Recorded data

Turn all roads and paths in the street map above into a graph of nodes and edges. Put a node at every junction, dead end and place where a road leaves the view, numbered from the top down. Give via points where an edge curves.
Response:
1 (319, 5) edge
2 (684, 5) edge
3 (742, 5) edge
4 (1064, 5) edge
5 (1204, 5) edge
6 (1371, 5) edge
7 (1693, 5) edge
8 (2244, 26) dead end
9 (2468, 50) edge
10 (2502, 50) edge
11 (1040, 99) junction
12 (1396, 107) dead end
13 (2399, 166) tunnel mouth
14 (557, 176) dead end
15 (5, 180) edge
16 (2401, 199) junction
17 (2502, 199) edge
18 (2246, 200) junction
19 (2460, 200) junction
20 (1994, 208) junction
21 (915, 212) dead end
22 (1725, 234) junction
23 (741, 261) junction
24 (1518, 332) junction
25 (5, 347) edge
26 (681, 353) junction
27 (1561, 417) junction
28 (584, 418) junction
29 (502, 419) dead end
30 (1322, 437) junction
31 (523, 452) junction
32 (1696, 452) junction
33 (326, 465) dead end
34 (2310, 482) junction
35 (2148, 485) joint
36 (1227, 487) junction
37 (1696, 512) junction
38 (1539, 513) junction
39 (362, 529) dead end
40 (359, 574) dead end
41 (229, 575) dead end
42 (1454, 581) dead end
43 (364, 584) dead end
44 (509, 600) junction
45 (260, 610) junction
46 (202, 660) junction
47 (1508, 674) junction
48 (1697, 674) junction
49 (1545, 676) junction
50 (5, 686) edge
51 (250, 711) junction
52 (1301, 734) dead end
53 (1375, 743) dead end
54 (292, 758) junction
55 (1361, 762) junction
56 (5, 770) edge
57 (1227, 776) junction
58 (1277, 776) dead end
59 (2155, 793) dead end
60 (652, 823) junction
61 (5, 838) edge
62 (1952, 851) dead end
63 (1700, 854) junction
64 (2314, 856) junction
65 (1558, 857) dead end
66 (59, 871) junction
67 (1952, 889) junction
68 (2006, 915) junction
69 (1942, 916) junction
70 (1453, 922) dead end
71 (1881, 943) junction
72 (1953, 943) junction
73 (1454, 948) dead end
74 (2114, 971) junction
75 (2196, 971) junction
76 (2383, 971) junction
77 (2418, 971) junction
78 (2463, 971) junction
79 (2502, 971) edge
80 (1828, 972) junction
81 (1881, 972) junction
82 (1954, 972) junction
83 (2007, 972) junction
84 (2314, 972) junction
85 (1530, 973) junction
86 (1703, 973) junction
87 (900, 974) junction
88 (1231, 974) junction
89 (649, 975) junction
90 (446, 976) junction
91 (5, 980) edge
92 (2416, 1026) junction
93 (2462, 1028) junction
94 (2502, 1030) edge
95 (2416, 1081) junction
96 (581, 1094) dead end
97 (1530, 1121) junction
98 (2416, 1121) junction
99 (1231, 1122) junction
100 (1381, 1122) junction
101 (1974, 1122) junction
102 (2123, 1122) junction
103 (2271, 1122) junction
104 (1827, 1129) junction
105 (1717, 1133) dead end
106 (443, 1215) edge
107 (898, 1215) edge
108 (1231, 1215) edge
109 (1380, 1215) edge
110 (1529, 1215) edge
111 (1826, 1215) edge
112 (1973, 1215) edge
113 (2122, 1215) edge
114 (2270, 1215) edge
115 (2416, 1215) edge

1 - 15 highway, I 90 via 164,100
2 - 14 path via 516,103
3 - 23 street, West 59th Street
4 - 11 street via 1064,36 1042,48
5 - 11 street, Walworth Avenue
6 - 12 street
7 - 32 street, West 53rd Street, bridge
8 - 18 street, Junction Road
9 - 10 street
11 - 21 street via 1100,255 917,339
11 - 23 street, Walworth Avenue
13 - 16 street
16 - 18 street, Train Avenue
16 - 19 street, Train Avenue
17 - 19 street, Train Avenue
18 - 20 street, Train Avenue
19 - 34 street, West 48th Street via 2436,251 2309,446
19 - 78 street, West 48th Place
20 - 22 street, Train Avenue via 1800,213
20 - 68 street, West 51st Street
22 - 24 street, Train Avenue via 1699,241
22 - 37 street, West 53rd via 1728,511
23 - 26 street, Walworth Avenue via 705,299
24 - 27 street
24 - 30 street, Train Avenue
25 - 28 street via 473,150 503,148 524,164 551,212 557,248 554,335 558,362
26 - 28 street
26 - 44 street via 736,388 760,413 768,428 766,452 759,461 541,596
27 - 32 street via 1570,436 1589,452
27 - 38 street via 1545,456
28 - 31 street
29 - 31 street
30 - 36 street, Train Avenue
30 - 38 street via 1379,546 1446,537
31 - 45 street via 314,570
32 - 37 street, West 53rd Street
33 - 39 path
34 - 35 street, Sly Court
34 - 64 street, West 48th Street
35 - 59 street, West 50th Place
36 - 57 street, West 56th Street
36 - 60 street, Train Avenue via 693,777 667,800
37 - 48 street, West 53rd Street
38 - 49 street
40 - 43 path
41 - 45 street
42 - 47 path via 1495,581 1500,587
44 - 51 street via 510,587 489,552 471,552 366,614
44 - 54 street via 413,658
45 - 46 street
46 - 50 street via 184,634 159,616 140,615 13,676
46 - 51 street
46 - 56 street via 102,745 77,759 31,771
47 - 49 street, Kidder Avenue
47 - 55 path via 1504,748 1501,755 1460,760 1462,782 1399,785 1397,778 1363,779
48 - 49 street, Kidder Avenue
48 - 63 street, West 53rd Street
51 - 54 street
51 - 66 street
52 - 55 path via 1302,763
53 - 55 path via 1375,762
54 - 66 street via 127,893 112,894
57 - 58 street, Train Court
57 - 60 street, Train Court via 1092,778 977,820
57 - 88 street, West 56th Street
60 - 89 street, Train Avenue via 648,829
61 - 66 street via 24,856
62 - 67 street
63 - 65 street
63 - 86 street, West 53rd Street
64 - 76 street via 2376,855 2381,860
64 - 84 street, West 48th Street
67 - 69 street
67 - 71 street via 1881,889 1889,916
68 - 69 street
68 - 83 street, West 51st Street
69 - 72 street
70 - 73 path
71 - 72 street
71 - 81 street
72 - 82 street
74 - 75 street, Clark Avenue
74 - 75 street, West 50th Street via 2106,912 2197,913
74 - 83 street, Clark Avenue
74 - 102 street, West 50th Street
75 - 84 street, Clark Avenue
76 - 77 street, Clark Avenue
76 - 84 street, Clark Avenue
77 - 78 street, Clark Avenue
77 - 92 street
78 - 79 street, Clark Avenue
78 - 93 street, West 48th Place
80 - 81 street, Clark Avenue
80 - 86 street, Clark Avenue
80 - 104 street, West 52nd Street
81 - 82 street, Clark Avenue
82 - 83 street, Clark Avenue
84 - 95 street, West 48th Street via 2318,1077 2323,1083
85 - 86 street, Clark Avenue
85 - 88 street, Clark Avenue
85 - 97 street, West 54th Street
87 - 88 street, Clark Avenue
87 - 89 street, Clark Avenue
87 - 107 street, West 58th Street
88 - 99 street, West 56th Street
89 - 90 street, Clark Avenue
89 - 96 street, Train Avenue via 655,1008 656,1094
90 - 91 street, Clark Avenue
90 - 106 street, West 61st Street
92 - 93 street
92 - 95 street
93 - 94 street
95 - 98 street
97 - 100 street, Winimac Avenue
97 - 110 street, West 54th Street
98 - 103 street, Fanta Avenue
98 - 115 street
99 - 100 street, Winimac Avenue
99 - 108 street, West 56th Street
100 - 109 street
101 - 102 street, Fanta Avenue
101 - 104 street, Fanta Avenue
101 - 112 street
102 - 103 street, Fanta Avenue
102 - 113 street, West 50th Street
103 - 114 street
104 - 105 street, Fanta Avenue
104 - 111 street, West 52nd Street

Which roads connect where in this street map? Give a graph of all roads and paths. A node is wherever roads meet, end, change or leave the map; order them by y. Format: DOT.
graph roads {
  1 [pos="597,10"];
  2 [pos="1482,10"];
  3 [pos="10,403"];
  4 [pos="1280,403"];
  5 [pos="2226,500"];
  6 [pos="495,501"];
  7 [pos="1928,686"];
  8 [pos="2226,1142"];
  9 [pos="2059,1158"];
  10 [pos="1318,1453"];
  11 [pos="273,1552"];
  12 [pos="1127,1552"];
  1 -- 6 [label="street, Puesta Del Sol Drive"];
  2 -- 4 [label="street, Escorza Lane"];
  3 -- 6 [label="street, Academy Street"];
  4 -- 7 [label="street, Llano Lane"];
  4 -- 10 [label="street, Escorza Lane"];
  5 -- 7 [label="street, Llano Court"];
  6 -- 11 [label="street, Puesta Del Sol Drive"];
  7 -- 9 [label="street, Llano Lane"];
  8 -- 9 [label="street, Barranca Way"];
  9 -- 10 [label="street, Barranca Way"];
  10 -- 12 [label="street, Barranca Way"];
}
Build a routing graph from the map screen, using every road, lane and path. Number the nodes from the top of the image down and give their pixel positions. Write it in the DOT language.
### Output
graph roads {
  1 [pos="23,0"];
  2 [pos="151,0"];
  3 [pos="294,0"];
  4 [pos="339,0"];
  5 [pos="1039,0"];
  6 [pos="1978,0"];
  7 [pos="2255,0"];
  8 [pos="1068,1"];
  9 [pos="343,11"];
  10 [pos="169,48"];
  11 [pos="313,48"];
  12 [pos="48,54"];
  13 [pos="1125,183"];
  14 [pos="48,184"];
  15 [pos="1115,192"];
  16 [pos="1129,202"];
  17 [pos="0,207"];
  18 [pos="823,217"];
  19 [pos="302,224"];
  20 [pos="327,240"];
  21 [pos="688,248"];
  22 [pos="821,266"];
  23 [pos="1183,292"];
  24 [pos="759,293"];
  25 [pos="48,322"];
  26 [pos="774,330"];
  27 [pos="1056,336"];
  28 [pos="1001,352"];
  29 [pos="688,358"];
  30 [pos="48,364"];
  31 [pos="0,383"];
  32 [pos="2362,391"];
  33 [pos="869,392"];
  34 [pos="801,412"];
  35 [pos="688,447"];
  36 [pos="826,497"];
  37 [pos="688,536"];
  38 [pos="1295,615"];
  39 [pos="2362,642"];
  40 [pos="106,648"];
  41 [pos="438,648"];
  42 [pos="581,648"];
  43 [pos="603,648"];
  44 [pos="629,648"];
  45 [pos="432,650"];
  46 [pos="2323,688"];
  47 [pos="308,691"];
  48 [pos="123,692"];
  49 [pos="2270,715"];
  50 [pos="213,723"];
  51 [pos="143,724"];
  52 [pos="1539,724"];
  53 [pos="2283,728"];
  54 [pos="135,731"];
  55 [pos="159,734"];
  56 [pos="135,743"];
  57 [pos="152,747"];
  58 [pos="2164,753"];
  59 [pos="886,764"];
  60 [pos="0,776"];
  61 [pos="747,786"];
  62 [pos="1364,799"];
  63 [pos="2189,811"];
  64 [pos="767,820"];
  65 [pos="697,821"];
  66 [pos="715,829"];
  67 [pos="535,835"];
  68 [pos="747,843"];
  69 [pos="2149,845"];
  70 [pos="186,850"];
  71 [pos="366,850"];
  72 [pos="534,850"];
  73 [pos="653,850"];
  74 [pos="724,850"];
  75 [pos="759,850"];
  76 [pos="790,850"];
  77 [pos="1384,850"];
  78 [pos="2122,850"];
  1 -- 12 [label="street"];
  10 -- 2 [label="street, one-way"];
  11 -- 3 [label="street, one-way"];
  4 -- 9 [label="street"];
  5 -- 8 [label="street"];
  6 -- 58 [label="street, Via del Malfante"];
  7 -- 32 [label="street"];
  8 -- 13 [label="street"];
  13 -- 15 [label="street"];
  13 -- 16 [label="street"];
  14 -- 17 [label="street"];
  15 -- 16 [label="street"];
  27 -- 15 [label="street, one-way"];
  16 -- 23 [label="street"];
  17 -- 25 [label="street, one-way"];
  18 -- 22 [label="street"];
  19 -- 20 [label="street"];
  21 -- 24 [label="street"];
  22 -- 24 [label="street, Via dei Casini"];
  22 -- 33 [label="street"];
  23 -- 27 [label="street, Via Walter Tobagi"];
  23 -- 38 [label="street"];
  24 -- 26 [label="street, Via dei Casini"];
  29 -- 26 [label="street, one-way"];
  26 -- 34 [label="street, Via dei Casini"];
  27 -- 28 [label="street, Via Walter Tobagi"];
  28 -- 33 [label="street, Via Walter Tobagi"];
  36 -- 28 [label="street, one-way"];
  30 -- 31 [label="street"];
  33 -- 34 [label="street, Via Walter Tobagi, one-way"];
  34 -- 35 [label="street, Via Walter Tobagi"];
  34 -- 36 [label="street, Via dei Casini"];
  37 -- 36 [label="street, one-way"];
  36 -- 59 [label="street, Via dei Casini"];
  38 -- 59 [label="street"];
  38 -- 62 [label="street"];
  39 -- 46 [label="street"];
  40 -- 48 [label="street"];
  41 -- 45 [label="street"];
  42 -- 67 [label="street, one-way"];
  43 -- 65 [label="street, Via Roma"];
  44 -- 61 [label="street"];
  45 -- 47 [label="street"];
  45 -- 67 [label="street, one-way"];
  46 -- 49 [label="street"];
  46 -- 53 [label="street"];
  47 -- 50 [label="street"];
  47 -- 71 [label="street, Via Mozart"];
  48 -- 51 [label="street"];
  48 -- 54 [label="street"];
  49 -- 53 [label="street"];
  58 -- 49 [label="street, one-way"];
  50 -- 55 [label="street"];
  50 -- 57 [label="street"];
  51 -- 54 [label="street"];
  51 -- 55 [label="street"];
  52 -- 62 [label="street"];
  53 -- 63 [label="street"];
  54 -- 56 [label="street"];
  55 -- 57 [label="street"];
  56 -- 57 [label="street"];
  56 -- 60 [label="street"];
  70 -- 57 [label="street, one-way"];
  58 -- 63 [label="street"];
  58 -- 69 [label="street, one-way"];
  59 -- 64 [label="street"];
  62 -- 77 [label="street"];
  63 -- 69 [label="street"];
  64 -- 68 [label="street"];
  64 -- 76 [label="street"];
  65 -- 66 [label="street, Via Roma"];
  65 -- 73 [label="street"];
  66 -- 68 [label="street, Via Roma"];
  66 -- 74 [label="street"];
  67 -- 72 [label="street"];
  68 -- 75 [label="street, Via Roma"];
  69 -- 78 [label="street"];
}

▶ How to complete this task
Please make an exact copy of the lines above from the line with "Which roads connect" through the line with "Build a routing", both ends included.

▶ Exercise solution
Which roads connect where in this street map? Give a graph of all roads and paths. A node is wherever roads meet, end, change or leave the map; order them by y. Format: DOT.
graph roads {
  1 [pos="597,10"];
  2 [pos="1482,10"];
  3 [pos="10,403"];
  4 [pos="1280,403"];
  5 [pos="2226,500"];
  6 [pos="495,501"];
  7 [pos="1928,686"];
  8 [pos="2226,1142"];
  9 [pos="2059,1158"];
  10 [pos="1318,1453"];
  11 [pos="273,1552"];
  12 [pos="1127,1552"];
  1 -- 6 [label="street, Puesta Del Sol Drive"];
  2 -- 4 [label="street, Escorza Lane"];
  3 -- 6 [label="street, Academy Street"];
  4 -- 7 [label="street, Llano Lane"];
  4 -- 10 [label="street, Escorza Lane"];
  5 -- 7 [label="street, Llano Court"];
  6 -- 11 [label="street, Puesta Del Sol Drive"];
  7 -- 9 [label="street, Llano Lane"];
  8 -- 9 [label="street, Barranca Way"];
  9 -- 10 [label="street, Barranca Way"];
  10 -- 12 [label="street, Barranca Way"];
}
Build a routing graph from the map screen, using every road, lane and path. Number the nodes from the top of the image down and give their pixel positions. Write it in the DOT language.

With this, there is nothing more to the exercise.